Although Hopkins and Fisher never mended fences, Hopkins knew he was ill and visited him in the hospital last week when Fisher's son, James, who had been an important part of Hopkins' team when his father was training him, got in touch with Hopkins to tell him about his father's condition.
"Bouie was a man's man, a gentle soul and a great trainer," said promoter Lou DiBella, a longtime friend. "He had a laid back attitude and was a quiet guy, but make no mistake, that quiet nature should never have been taken for weakness. He was a very strong person. He was a great parent, a great family man and just an old-school trainer. They don't make them like that anymore."

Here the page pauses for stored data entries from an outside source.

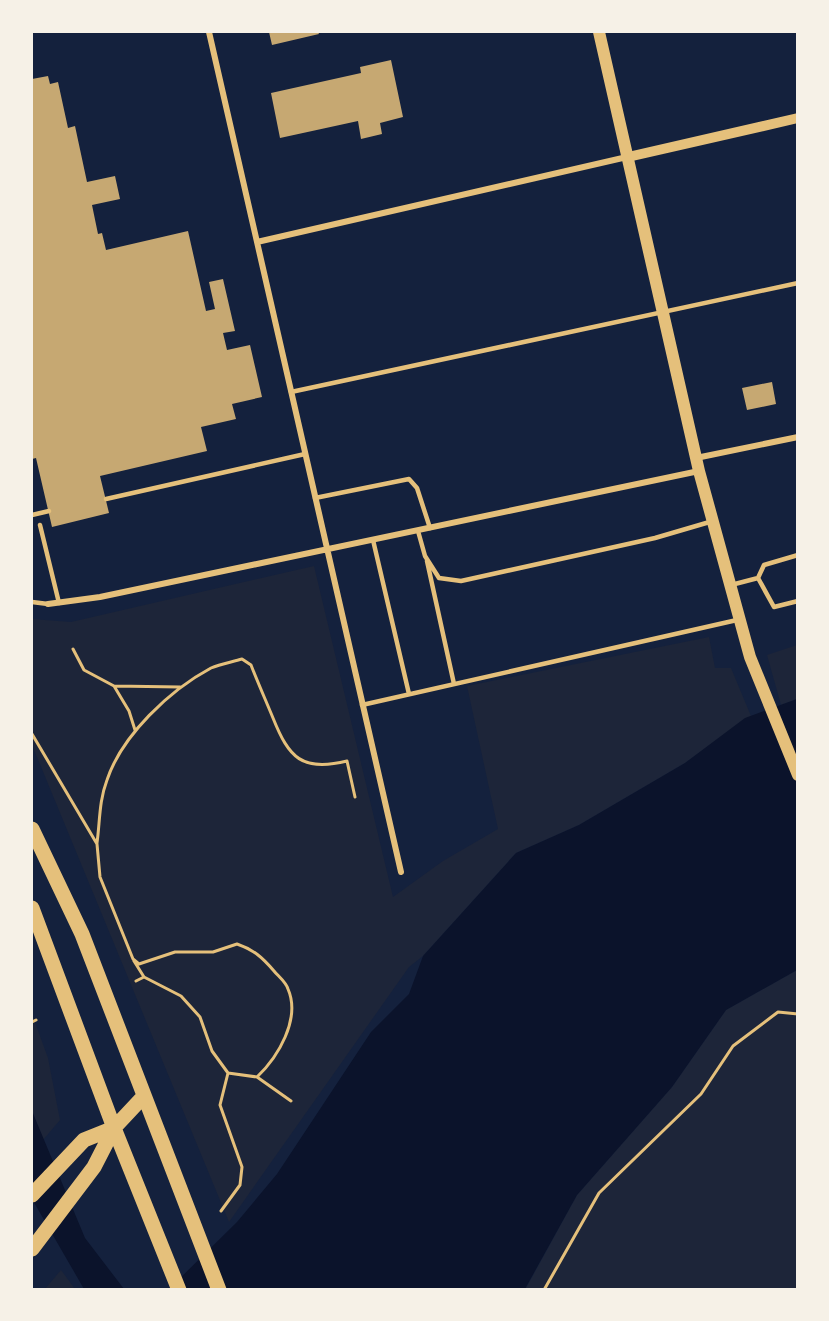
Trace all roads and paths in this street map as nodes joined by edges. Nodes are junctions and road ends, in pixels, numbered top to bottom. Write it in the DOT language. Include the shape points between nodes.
graph roads {
  1 [pos="209,32"];
  2 [pos="599,32"];
  3 [pos="798,118"];
  4 [pos="628,157"];
  5 [pos="256,242"];
  6 [pos="798,283"];
  7 [pos="663,313"];
  8 [pos="291,392"];
  9 [pos="798,437"];
  10 [pos="305,454"];
  11 [pos="696,458"];
  12 [pos="699,471"];
  13 [pos="315,498"];
  14 [pos="106,499"];
  15 [pos="49,511"];
  16 [pos="32,515"];
  17 [pos="713,521"];
  18 [pos="40,525"];
  19 [pos="430,528"];
  20 [pos="418,531"];
  21 [pos="374,540"];
  22 [pos="327,550"];
  23 [pos="798,555"];
  24 [pos="425,556"];
  25 [pos="758,578"];
  26 [pos="729,585"];
  27 [pos="798,601"];
  28 [pos="32,602"];
  29 [pos="59,603"];
  30 [pos="48,604"];
  31 [pos="740,619"];
  32 [pos="73,649"];
  33 [pos="454,684"];
  34 [pos="114,686"];
  35 [pos="182,687"];
  36 [pos="409,694"];
  37 [pos="362,705"];
  38 [pos="135,730"];
  39 [pos="32,734"];
  40 [pos="798,775"];
  41 [pos="355,797"];
  42 [pos="32,829"];
  43 [pos="97,844"];
  44 [pos="400,872"];
  45 [pos="32,908"];
  46 [pos="133,959"];
  47 [pos="144,977"];
  48 [pos="136,981"];
  49 [pos="798,1014"];
  50 [pos="36,1020"];
  51 [pos="32,1022"];
  52 [pos="228,1073"];
  53 [pos="257,1077"];
  54 [pos="143,1097"];
  55 [pos="291,1101"];
  56 [pos="114,1128"];
  57 [pos="32,1195"];
  58 [pos="221,1211"];
  59 [pos="32,1249"];
  60 [pos="179,1290"];
  61 [pos="219,1290"];
  62 [pos="544,1290"];
  1 -- 5 [label="street"];
  2 -- 4 [label="main road"];
  3 -- 4 [label="street"];
  4 -- 5 [label="street"];
  4 -- 7 [label="main road"];
  5 -- 8 [label="street"];
  6 -- 7 [label="lane"];
  7 -- 8 [label="lane"];
  7 -- 11 [label="main road"];
  8 -- 10 [label="street"];
  9 -- 11 [label="street"];
  10 -- 13 [label="street"];
  10 -- 14 [label="lane"];
  11 -- 12 [label="main road"];
  12 -- 17 [label="main road"];
  12 -- 19 [label="street"];
  13 -- 19 [label="lane" via="409,479 417,488"];
  13 -- 22 [label="street"];
  15 -- 16 [label="lane"];
  17 -- 24 [label="lane" via="655,538 461,581 438,578"];
  17 -- 26 [label="main road"];
  18 -- 29 [label="lane"];
  19 -- 20 [label="street"];
  20 -- 21 [label="street"];
  20 -- 24 [label="lane"];
  21 -- 22 [label="street"];
  21 -- 36 [label="lane"];
  22 -- 29 [label="street"];
  22 -- 37 [label="street"];
  23 -- 25 [label="lane" via="764,565"];
  24 -- 33 [label="lane"];
  25 -- 26 [label="lane"];
  25 -- 27 [label="lane" via="774,607"];
  26 -- 31 [label="main road"];
  28 -- 30 [label="lane"];
  29 -- 30 [label="street"];
  31 -- 33 [label="lane"];
  31 -- 40 [label="main road" via="750,657"];
  32 -- 34 [label="path" via="84,670"];
  33 -- 36 [label="lane"];
  34 -- 35 [label="path"];
  34 -- 38 [label="path"];
  35 -- 38 [label="path"];
  35 -- 41 [label="path" via="213,667 242,659 251,665 284,747 308,764 325,766 347,761"];
  36 -- 37 [label="lane"];
  37 -- 44 [label="street"];
  38 -- 43 [label="path" via="107,778 98,813"];
  39 -- 43 [label="path"];
  42 -- 54 [label="main road" via="82,934"];
  43 -- 46 [label="path" via="100,877"];
  45 -- 56 [label="main road"];
  46 -- 47 [label="path"];
  46 -- 53 [label="path" via="139,964 175,952 213,952 237,944 256,951 288,987 292,1004 284,1041 270,1065"];
  47 -- 48 [label="path"];
  47 -- 52 [label="path" via="180,996 200,1017 212,1051"];
  49 -- 62 [label="path" via="778,1012 733,1046 701,1094 599,1193"];
  50 -- 51 [label="path"];
  52 -- 53 [label="path"];
  52 -- 58 [label="path" via="220,1105 242,1167 240,1185"];
  53 -- 55 [label="path"];
  54 -- 56 [label="main road"];
  54 -- 61 [label="main road"];
  56 -- 57 [label="main road" via="84,1140"];
  56 -- 59 [label="main road" via="93,1167"];
  56 -- 60 [label="main road"];
}
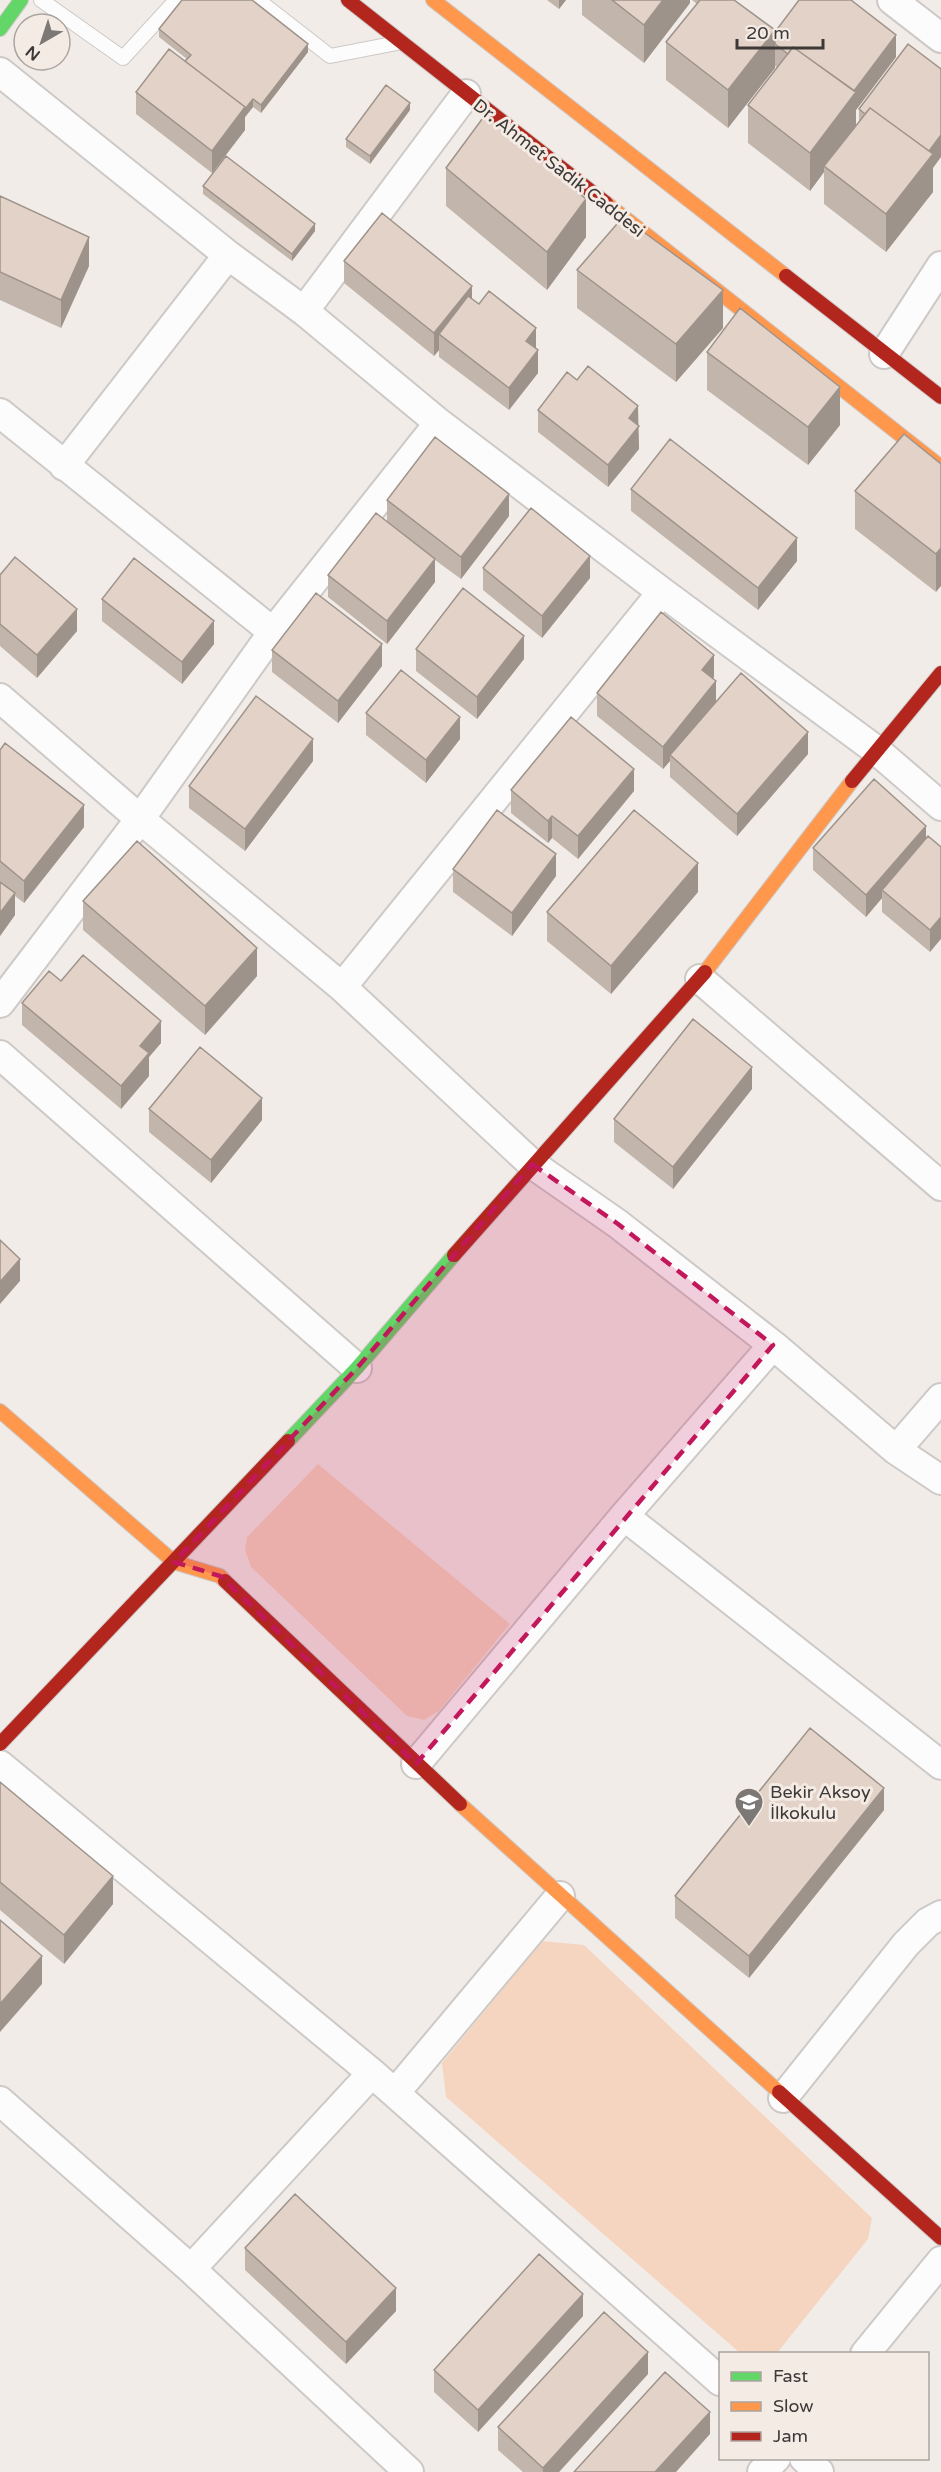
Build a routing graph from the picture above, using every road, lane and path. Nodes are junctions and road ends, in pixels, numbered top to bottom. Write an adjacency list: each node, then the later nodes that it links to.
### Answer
1 (21, 0): 8 (street)
2 (42, 0): 3 (lane)
3 (176, 0)
4 (258, 0): 10 (lane)
5 (348, 0): 10 (street, Dr. Ahmet Sadık Caddesi)
6 (433, 0): 16 (street)
7 (892, 0): 9 (street)
8 (0, 29)
9 (941, 38)
10 (401, 42): 12 (street, Dr. Ahmet Sadık Caddesi)
11 (0, 72): 13 (street)
12 (466, 94): 15 (street); 21 (street, Dr. Ahmet Sadık Caddesi)
13 (228, 255): 15 (street); 20 (street)
14 (941, 266): 16 (street)
15 (304, 311): 19 (street)
16 (884, 354): 17 (street)
17 (941, 397)
18 (0, 413): 20 (street)
19 (439, 423): 22 (street); 23 (street)
20 (64, 466): 23 (street)
21 (941, 467)
22 (662, 592): 26 (street); 30 (street)
23 (273, 632): 28 (street)
24 (941, 673): 26 (street)
25 (0, 698): 28 (street)
26 (876, 750): 27 (street); 29 (street)
27 (941, 806)
28 (140, 819): 30 (street); 31 (street)
29 (700, 979): 33 (street); 34 (street)
30 (342, 987): 33 (street)
31 (0, 1003)
32 (0, 1055): 36 (street)
33 (532, 1164): 35 (street); 36 (street)
34 (941, 1186)
35 (773, 1345): 39 (street); 41 (street)
36 (357, 1368): 42 (street)
37 (941, 1398): 39 (street)
38 (0, 1411): 42 (street)
39 (896, 1450): 40 (street)
40 (941, 1480)
41 (624, 1516): 44 (street); 46 (street)
42 (174, 1562): 43 (street); 44 (street)
43 (0, 1744)
44 (416, 1764): 47 (street)
45 (0, 1765): 49 (street)
46 (941, 1765)
47 (560, 1896): 50 (street); 51 (street)
48 (941, 1915): 51 (street)
49 (372, 2073): 50 (street); 55 (street)
50 (395, 2093): 57 (street)
51 (783, 2098): 53 (street)
52 (0, 2101): 55 (street)
53 (941, 2238)
54 (941, 2261): 56 (street)
55 (191, 2269): 60 (street)
56 (867, 2352)
57 (719, 2380)
58 (774, 2460): 61 (street)
59 (806, 2460): 62 (street)
60 (409, 2472)
61 (762, 2472)
62 (819, 2472)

Fisher, who boxed as an amateur and professionally in the late 1940s, won the 2001 Boxing Writers Association of America's Eddie Futch-John F.X. Condon Award for trainer of the year, the same year Hopkins won fighter of the year.
"He was a good friend and an amazing guy," DiBella said. "I always admired Bouie and always thought his sons had a lot of his dignity in them."
Among the other fighters Fisher, who counted Joe Louis and Sugar Ray Robinson among his boxing heroes, worked with were heavyweights Hasim Rahman and Jesse Ferguson, light heavyweight Will Taylor and junior welterweight Ivan Robinson.
Fisher is survived by his wife, Peggy; eight children, Andre, Bernadette, Bernard, Cecilia, James, Josephine, Valerie and Victoria; and 15 grandchildren.